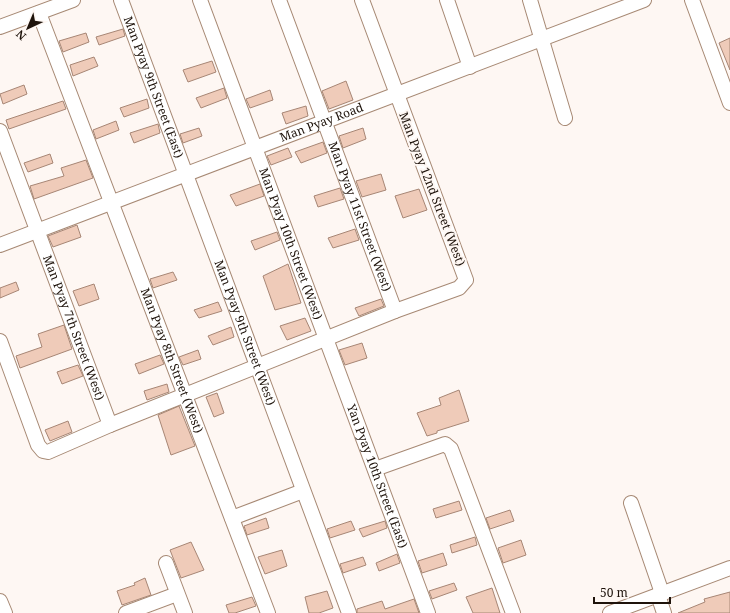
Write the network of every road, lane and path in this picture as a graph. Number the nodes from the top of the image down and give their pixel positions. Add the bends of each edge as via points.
1 (73, 0) edge
2 (121, 0) edge
3 (200, 0) edge
4 (279, 0) edge
5 (362, 0) edge
6 (447, 0) edge
7 (530, 0) edge
8 (644, 0) edge
9 (692, 0) edge
10 (39, 13) junction
11 (0, 27) edge
12 (542, 39) junction
13 (470, 67) junction
14 (396, 94) junction
15 (730, 103) edge
16 (565, 118) dead end
17 (325, 121) junction
18 (0, 131) edge
19 (255, 148) junction
20 (185, 175) junction
21 (112, 202) junction
22 (37, 231) junction
23 (0, 245) edge
24 (395, 311) junction
25 (326, 338) junction
26 (0, 341) edge
27 (257, 366) junction
28 (185, 395) junction
29 (110, 425) junction
30 (375, 469) junction
31 (303, 491) junction
32 (631, 503) dead end
33 (232, 518) junction
34 (166, 563) dead end
35 (730, 568) edge
36 (177, 594) junction
37 (660, 594) junction
38 (0, 601) edge
39 (4, 613) edge
40 (126, 613) edge
41 (185, 613) edge
42 (268, 613) edge
43 (349, 613) edge
44 (428, 613) edge
45 (513, 613) edge
46 (610, 613) edge
47 (664, 613) edge

1 - 10 street
2 - 20 street, Man Pyay 9th Street (East)
3 - 19 street, Man Pyay 10th Street (West)
4 - 17 street, Man Pyay 11st Street (West)
5 - 14 street, Man Pyay 12nd Street (West)
6 - 13 street
7 - 12 street
8 - 12 street, Man Pyay Road
9 - 15 street
10 - 11 street
10 - 21 street, Man Pyay 8th Street (West)
12 - 13 street, Man Pyay Road
12 - 16 street
13 - 14 street, Man Pyay Road
14 - 17 street, Man Pyay Road
14 - 24 street, Man Pyay 12nd Street (West) via 466,280 459,288
17 - 19 street, Man Pyay Road
17 - 24 street, Man Pyay 11st Street (West)
18 - 22 street, Man Pyay 7th Street (West)
19 - 20 street, Man Pyay Road
19 - 25 street, Man Pyay 10th Street (West)
20 - 21 street, Man Pyay Road
20 - 27 street, Man Pyay 9th Street (West)
21 - 22 street, Man Pyay Road
21 - 28 street, Man Pyay 8th Street (West)
22 - 23 street, Man Pyay Road
22 - 29 street, Man Pyay 7th Street (West)
24 - 25 street
25 - 27 street
25 - 30 street, Yan Pyay 10th Street (East)
26 - 29 street via 38,445 43,452
27 - 28 street
27 - 31 street, Man Pyay 9th Street (West)
28 - 29 street
28 - 33 street, Man Pyay 8th Street (West)
30 - 44 street, Yan Pyay 10th Street (East)
30 - 45 street via 445,444 451,449
31 - 33 street
31 - 43 street, Man Pyay 9th Street (West)
32 - 37 street
33 - 42 street, Man Pyay 8th Street (West)
34 - 36 street
35 - 37 street
36 - 40 street
36 - 41 street
37 - 46 street
37 - 47 street
38 - 39 street

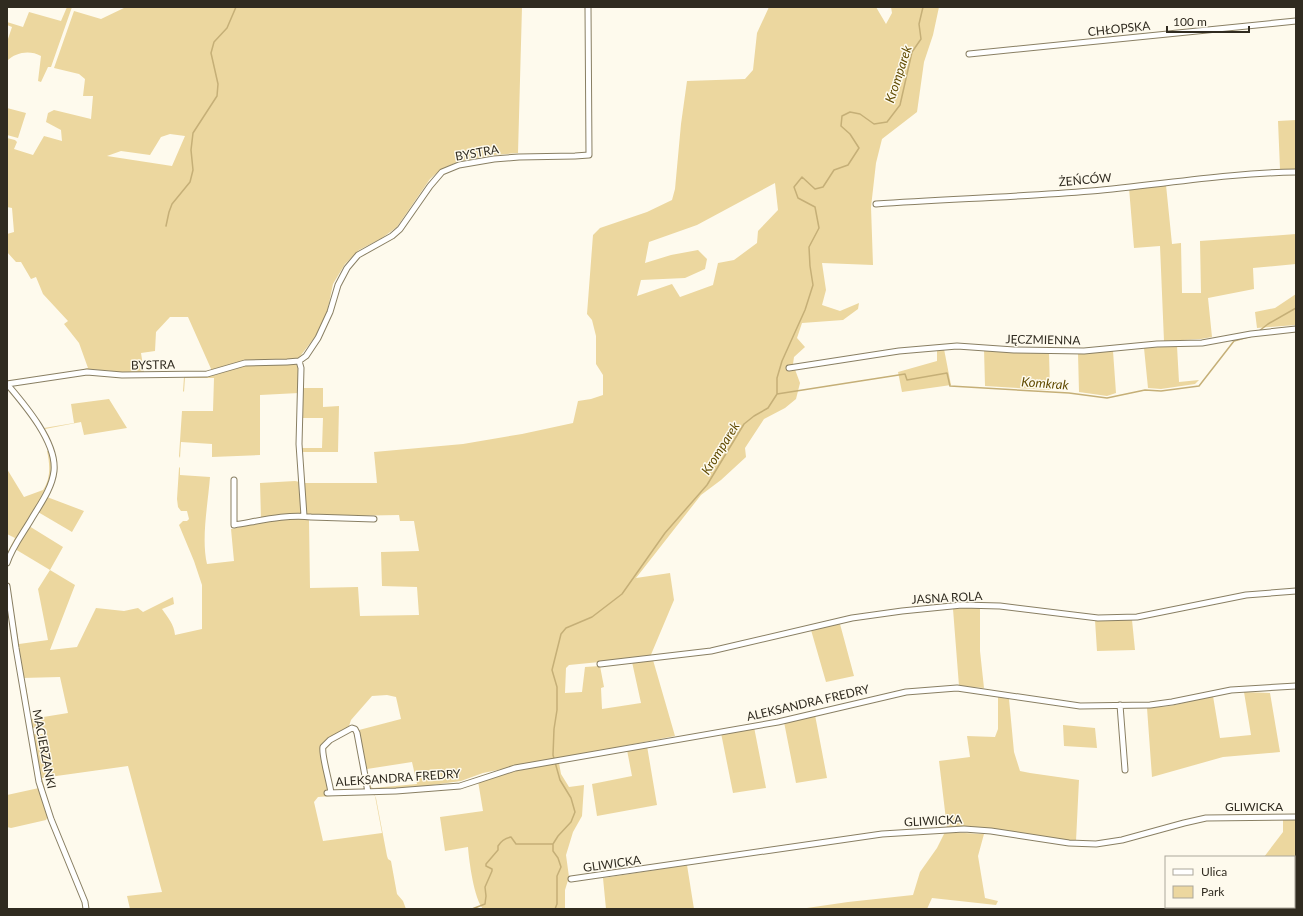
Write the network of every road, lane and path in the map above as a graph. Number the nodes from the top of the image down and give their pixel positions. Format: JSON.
{"nodes":[{"id":1,"x":588,"y":7,"type":"edge"},
{"id":2,"x":1296,"y":21,"type":"edge"},
{"id":3,"x":969,"y":54,"type":"dead end"},
{"id":4,"x":1296,"y":172,"type":"edge"},
{"id":5,"x":876,"y":204,"type":"dead end"},
{"id":6,"x":1296,"y":329,"type":"edge"},
{"id":7,"x":299,"y":361,"type":"junction"},
{"id":8,"x":789,"y":368,"type":"dead end"},
{"id":9,"x":7,"y":384,"type":"edge"},
{"id":10,"x":234,"y":480,"type":"dead end"},
{"id":11,"x":304,"y":516,"type":"junction"},
{"id":12,"x":374,"y":519,"type":"dead end"},
{"id":13,"x":7,"y":563,"type":"edge"},
{"id":14,"x":7,"y":586,"type":"edge"},
{"id":15,"x":1296,"y":592,"type":"edge"},
{"id":16,"x":600,"y":664,"type":"dead end"},
{"id":17,"x":1296,"y":686,"type":"edge"},
{"id":18,"x":1120,"y":705,"type":"junction"},
{"id":19,"x":1125,"y":770,"type":"dead end"},
{"id":20,"x":368,"y":792,"type":"junction"},
{"id":21,"x":1296,"y":817,"type":"edge"},
{"id":22,"x":571,"y":879,"type":"dead end"},
{"id":23,"x":86,"y":909,"type":"edge"}],
"edges":[{"from":1,"to":7,"type":"street","name":"BYSTRA"},
{"from":2,"to":3,"type":"street","name":"CHŁOPSKA"},
{"from":4,"to":5,"type":"street","name":"ŻEŃCÓW"},
{"from":6,"to":8,"type":"street","name":"JĘCZMIENNA"},
{"from":7,"to":9,"type":"street","name":"BYSTRA"},
{"from":7,"to":11,"type":"street"},
{"from":9,"to":13,"type":"street"},
{"from":10,"to":11,"type":"street"},
{"from":11,"to":12,"type":"street"},
{"from":14,"to":23,"type":"street","name":"MACIERZANKI"},
{"from":15,"to":16,"type":"street","name":"JASNA ROLA"},
{"from":17,"to":18,"type":"street","name":"ALEKSANDRA FREDRY"},
{"from":18,"to":19,"type":"street"},
{"from":18,"to":20,"type":"street","name":"ALEKSANDRA FREDRY"},
{"from":20,"to":20,"type":"street","name":"ALEKSANDRA FREDRY"},
{"from":21,"to":22,"type":"street","name":"GLIWICKA"}]}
——————————
**WORK TO BE COMPLETED**
For each line above that contains the word "nodes", make a copy.

**WORKED SOLUTION**
Write the network of every road, lane and path in this picture as a graph. Number the nodes from the top of the image down and give their pixel positions. Add the bends of each edge as via points.
Write the network of every road, lane and path in the map above as a graph. Number the nodes from the top of the image down and give their pixel positions. Format: JSON.
{"nodes":[{"id":1,"x":588,"y":7,"type":"edge"},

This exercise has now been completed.